[Extracted data]

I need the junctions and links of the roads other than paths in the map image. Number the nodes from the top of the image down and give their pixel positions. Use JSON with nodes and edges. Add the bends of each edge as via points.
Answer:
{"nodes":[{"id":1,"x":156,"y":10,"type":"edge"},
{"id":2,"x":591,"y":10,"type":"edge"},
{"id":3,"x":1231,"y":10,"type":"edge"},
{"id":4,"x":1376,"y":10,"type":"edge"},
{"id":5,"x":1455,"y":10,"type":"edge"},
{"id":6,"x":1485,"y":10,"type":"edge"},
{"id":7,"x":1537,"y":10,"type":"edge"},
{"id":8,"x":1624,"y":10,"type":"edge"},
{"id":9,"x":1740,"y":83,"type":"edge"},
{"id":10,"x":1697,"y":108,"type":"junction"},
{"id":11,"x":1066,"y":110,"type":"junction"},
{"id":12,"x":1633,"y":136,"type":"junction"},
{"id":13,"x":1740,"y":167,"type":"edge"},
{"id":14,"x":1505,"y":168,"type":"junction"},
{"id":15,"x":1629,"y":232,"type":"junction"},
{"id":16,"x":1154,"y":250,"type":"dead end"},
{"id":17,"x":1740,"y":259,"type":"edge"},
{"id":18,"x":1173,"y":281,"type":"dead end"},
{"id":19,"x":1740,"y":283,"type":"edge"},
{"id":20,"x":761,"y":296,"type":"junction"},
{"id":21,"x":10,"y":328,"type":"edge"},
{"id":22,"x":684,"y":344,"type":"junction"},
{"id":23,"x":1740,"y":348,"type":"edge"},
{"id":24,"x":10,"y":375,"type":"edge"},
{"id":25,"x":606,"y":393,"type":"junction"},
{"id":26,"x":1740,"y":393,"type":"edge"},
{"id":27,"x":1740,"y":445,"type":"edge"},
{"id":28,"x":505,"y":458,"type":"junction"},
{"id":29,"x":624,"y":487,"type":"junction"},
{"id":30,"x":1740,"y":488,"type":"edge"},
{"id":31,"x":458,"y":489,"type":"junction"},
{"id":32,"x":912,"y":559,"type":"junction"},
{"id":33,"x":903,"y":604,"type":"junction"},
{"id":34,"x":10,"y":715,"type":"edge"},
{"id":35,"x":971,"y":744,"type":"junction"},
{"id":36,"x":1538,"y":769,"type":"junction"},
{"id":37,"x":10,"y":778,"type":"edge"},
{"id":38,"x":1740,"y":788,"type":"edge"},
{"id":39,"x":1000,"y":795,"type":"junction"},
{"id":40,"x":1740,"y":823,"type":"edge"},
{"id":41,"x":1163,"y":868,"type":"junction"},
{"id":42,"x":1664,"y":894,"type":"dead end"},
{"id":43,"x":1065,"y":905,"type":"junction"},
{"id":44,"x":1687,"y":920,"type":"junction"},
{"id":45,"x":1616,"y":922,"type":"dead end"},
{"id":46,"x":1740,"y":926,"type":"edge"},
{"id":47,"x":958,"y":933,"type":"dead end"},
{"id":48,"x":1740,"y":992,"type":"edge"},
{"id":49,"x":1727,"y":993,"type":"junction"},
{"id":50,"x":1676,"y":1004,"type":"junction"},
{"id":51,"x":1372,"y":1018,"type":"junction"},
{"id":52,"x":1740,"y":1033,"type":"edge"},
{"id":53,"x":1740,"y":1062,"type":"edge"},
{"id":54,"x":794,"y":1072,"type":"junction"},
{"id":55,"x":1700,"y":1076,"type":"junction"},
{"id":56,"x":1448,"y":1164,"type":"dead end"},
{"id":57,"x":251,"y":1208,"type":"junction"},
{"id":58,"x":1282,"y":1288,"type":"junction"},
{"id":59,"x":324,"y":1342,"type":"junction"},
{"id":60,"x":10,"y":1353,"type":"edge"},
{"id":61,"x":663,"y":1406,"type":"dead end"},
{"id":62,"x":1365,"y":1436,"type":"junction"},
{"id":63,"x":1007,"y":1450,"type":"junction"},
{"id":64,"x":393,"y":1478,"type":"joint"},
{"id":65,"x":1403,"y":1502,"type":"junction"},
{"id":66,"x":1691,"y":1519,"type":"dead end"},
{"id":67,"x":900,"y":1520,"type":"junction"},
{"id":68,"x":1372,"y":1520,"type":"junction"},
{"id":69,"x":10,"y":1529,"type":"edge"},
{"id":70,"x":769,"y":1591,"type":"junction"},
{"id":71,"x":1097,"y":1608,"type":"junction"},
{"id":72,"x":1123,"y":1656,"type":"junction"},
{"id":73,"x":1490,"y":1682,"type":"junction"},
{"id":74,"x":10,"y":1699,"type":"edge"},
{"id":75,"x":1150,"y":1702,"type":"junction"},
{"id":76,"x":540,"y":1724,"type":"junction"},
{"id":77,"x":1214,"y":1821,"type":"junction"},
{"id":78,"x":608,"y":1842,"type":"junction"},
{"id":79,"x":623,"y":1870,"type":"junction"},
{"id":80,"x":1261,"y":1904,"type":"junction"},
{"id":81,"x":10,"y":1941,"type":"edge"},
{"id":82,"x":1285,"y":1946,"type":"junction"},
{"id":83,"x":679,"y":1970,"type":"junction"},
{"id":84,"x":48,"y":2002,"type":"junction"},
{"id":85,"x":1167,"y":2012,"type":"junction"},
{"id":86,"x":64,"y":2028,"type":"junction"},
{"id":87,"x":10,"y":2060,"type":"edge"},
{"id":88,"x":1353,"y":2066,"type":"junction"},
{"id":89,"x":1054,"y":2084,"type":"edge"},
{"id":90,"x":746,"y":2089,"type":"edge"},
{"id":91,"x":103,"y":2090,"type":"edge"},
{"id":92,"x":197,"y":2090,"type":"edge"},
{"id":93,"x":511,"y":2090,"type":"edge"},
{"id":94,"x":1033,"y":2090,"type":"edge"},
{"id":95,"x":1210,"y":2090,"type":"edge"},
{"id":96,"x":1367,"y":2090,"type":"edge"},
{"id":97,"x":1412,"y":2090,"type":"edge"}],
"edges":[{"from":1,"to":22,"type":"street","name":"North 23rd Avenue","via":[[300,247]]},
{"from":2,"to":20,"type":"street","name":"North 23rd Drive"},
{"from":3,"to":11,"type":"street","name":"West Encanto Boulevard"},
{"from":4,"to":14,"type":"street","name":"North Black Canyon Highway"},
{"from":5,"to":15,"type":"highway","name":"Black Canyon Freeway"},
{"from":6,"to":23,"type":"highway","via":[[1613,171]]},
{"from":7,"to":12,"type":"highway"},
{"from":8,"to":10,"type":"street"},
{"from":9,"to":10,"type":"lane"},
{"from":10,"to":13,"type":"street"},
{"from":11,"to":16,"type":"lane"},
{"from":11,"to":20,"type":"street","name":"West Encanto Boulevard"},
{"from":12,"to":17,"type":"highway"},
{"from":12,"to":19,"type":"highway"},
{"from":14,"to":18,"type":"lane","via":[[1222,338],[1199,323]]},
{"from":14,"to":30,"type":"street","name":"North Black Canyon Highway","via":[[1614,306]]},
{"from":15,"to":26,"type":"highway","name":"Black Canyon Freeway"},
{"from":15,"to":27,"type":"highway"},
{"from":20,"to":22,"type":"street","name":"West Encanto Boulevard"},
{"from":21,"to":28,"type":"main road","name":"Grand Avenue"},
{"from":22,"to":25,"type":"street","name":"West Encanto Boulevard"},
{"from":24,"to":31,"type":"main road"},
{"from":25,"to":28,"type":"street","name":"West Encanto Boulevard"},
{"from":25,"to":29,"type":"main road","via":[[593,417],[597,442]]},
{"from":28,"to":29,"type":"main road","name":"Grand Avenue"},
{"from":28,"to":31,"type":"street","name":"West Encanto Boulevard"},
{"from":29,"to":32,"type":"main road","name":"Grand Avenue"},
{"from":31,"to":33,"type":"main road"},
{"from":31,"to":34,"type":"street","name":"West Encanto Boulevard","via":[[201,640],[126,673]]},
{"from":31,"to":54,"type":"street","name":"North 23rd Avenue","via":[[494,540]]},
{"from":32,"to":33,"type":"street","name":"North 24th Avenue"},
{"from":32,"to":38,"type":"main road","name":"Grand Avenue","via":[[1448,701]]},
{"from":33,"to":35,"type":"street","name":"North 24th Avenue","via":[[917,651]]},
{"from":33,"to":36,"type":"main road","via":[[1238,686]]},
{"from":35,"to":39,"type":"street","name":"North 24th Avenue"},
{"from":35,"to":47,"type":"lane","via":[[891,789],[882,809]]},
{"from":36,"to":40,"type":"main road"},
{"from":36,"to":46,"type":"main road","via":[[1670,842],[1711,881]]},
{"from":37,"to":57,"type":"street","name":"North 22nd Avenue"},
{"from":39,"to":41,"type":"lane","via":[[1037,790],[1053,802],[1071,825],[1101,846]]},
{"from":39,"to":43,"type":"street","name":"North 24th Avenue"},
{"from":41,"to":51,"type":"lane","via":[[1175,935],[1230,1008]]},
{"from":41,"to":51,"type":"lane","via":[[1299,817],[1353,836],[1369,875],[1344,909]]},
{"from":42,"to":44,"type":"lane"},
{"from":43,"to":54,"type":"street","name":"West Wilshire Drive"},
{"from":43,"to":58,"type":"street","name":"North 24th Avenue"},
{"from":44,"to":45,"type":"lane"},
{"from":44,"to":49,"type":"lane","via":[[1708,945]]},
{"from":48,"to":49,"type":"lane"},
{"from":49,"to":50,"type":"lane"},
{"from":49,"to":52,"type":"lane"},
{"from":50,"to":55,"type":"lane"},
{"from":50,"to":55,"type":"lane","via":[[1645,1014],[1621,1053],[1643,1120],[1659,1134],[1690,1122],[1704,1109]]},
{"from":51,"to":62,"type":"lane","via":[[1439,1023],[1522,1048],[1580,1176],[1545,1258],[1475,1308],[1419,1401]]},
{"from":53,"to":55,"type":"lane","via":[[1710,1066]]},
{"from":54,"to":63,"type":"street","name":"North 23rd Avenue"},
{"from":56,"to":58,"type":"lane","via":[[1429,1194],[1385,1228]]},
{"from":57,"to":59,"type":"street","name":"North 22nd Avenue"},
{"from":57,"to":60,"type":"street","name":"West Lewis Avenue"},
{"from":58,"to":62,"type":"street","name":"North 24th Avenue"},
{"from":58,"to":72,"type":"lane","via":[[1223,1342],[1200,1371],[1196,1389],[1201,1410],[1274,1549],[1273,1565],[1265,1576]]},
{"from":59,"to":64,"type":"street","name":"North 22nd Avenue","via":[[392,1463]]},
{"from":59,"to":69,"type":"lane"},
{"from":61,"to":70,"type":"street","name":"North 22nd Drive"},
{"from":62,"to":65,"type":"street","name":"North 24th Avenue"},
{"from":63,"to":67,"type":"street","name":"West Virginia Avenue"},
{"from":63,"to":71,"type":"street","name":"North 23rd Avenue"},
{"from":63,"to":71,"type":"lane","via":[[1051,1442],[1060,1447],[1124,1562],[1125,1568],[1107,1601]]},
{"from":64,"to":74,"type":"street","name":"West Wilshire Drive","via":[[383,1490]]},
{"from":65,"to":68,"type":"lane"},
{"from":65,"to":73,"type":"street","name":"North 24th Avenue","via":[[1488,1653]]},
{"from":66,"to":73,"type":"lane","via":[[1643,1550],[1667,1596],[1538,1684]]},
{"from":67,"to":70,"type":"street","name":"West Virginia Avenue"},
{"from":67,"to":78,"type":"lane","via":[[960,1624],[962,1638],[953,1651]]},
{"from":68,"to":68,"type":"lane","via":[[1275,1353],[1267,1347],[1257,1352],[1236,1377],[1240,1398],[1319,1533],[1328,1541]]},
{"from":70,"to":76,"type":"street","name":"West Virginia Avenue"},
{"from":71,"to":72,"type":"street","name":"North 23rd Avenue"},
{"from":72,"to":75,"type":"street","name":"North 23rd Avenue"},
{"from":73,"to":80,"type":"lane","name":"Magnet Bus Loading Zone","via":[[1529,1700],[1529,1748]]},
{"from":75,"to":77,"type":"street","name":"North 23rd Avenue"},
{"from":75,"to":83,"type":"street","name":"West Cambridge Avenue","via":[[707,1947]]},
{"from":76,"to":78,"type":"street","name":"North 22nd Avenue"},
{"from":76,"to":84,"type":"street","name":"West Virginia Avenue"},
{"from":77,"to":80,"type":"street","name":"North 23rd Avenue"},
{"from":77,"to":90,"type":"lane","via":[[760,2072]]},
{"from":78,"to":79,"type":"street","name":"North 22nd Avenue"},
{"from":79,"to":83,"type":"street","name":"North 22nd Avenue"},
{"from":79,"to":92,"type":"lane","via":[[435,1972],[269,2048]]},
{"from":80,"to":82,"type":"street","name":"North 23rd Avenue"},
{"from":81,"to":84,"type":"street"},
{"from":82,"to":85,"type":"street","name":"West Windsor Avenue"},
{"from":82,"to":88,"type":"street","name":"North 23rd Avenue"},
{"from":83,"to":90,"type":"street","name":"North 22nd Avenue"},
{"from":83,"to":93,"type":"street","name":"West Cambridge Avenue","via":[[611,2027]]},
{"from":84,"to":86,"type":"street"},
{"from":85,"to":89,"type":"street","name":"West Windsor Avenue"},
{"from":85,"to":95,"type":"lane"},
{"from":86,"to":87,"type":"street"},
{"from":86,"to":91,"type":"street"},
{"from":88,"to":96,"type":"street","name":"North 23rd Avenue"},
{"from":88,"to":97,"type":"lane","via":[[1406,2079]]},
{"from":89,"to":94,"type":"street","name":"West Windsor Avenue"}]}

[/Extracted data]

Only the lines holding the string "Windsor" are needed; copy each of them from the material above.

{"from":82,"to":85,"type":"street","name":"West Windsor Avenue"},
{"from":85,"to":89,"type":"street","name":"West Windsor Avenue"},
{"from":89,"to":94,"type":"street","name":"West Windsor Avenue"}]}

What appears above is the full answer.